The first important piece of information for a successful recovery is noticing
where your arrow strikes the animal. Knowing where your arrow hit is a rough
- How long it will take your animal to die
- How long to wait before beginning the recovery process
To track your arrow after release, remain perfectly still—don’t
even lower your bow down the tree if you are hunting from a tree stand. In
addition to noting where the arrow strikes, notice:
- How far the arrow penetrates—in some cases, it may pass through.
- Where the arrow hits the ground if it passes through the animal.
- How the arrow strike sounds—a "crack" may indicate a broken
bone, a "thud" may signal a solid chest hit, and a "plop" may
indicate a gut shot. Or you may hear the arrow slapping branches.
- How the deer reacts after the strike.

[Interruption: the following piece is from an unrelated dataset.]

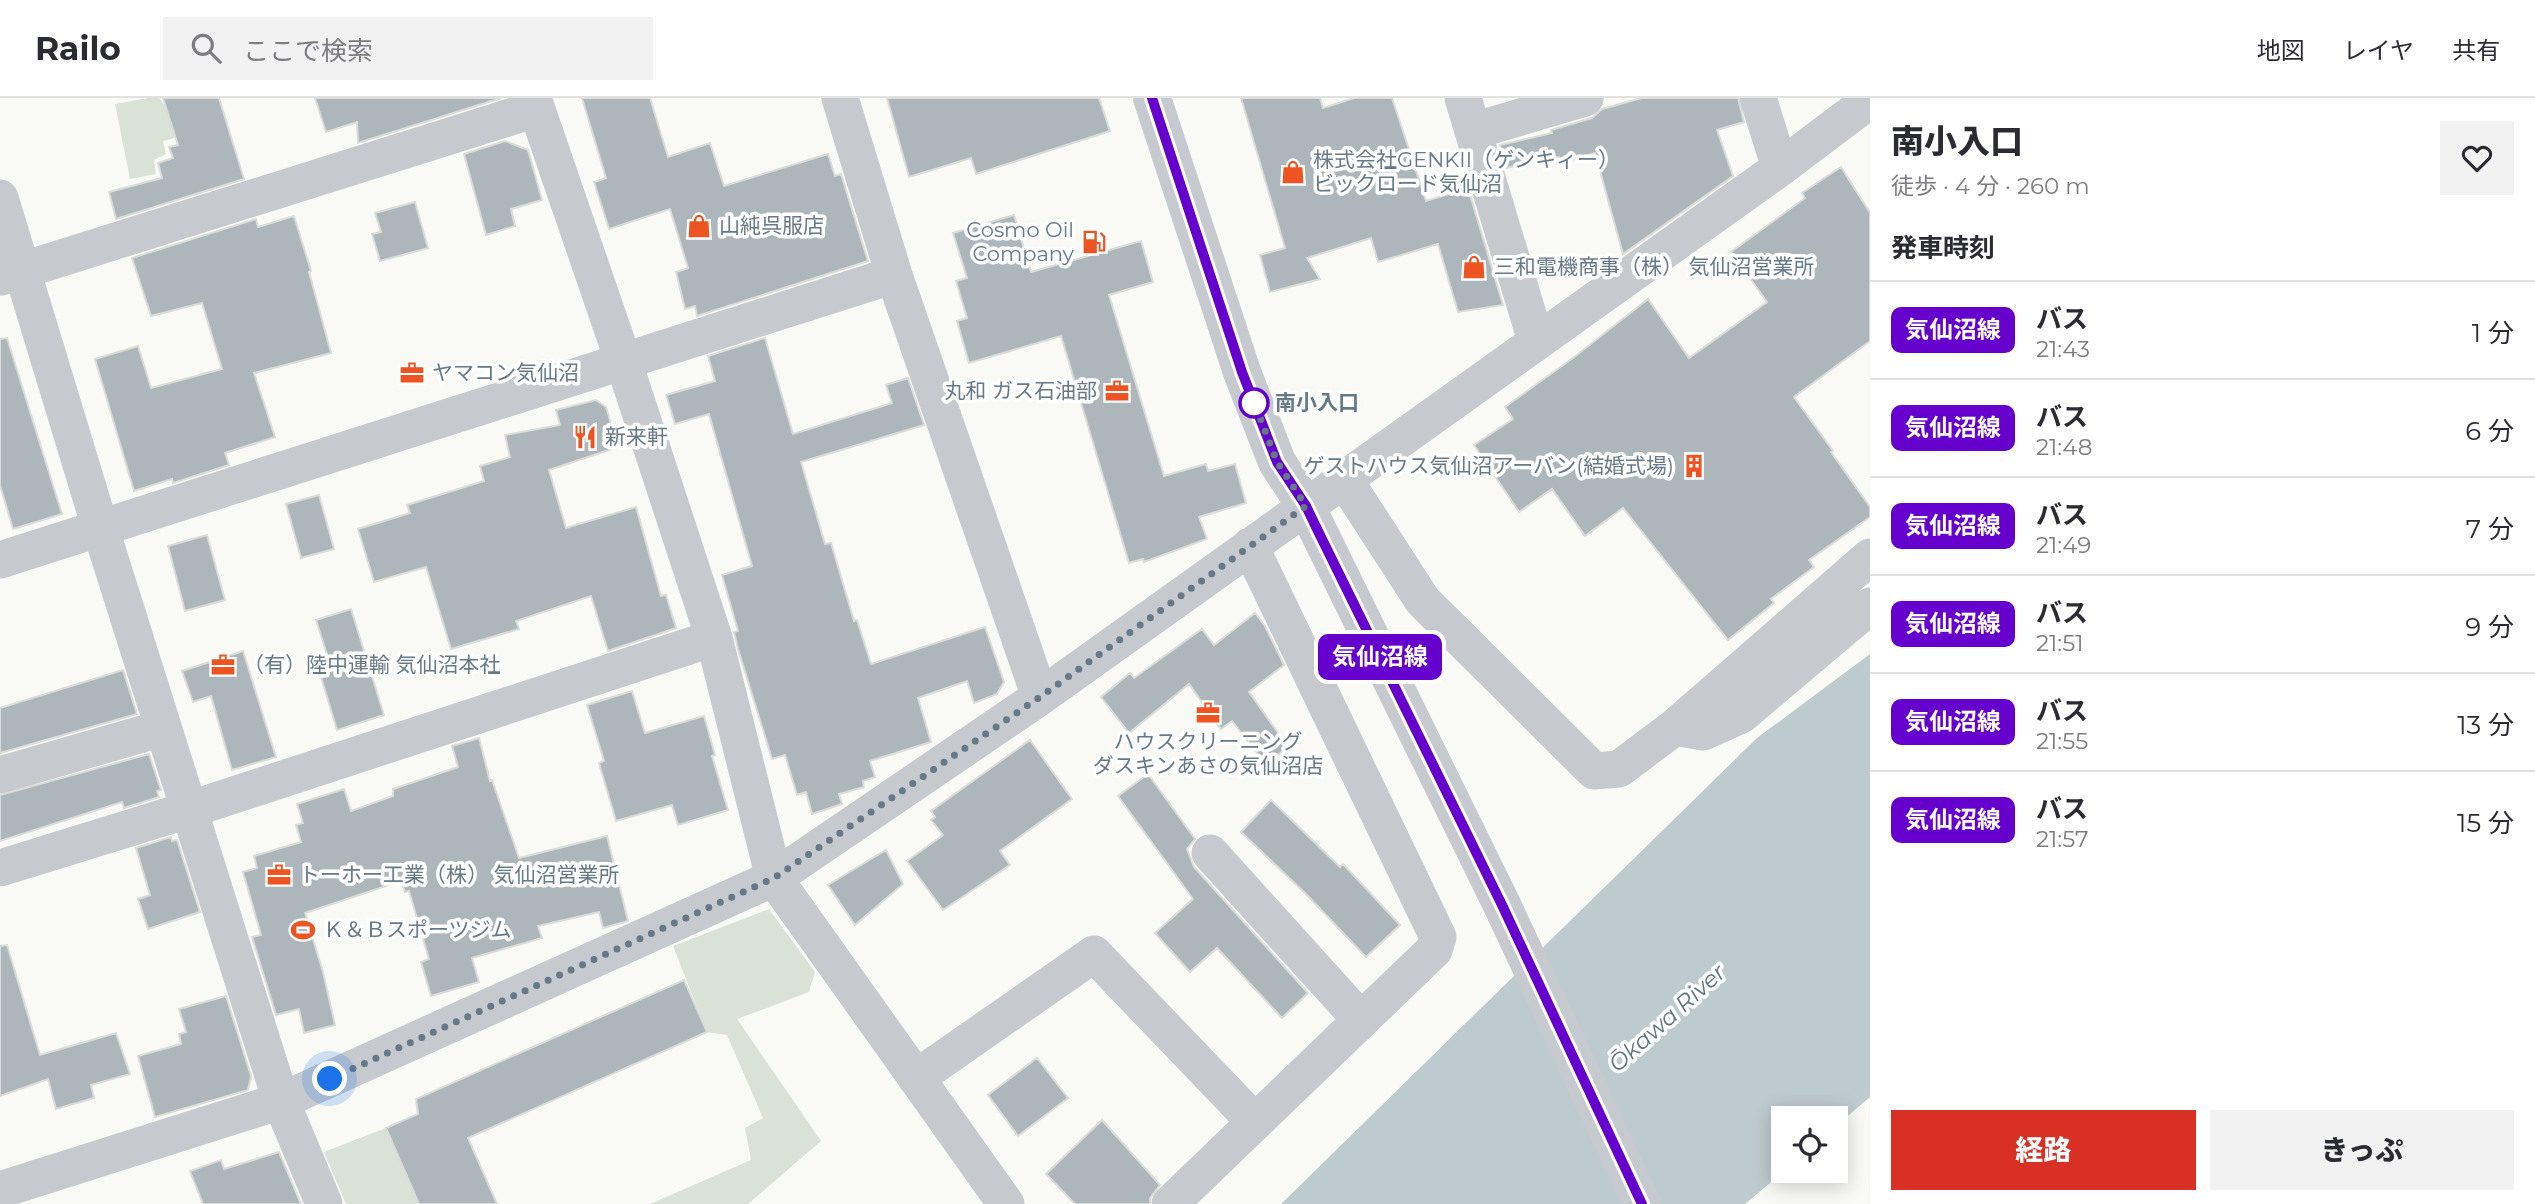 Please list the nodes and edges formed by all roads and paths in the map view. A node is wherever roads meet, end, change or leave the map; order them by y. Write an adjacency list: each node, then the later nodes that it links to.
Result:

Does the deer instantly collapse instantly,
run away, or hump up and walk away? If the deer humps up, there’s a
high likelihood of a gut shot.
- If the animal instantly collapses (spine shot), immediately shoot it again.
- If the animal remains upright and leaves the area:
- Watch it as long as possible to determine the direction of travel.
- Listen as the animal flees—you may hear it fall to the ground. Also listen for a death moan, breaking brush, or rolling rocks.
- Note the time, landmarks around the shooting area, and where the animal
was standing or last seen.
- Take a compass bearing.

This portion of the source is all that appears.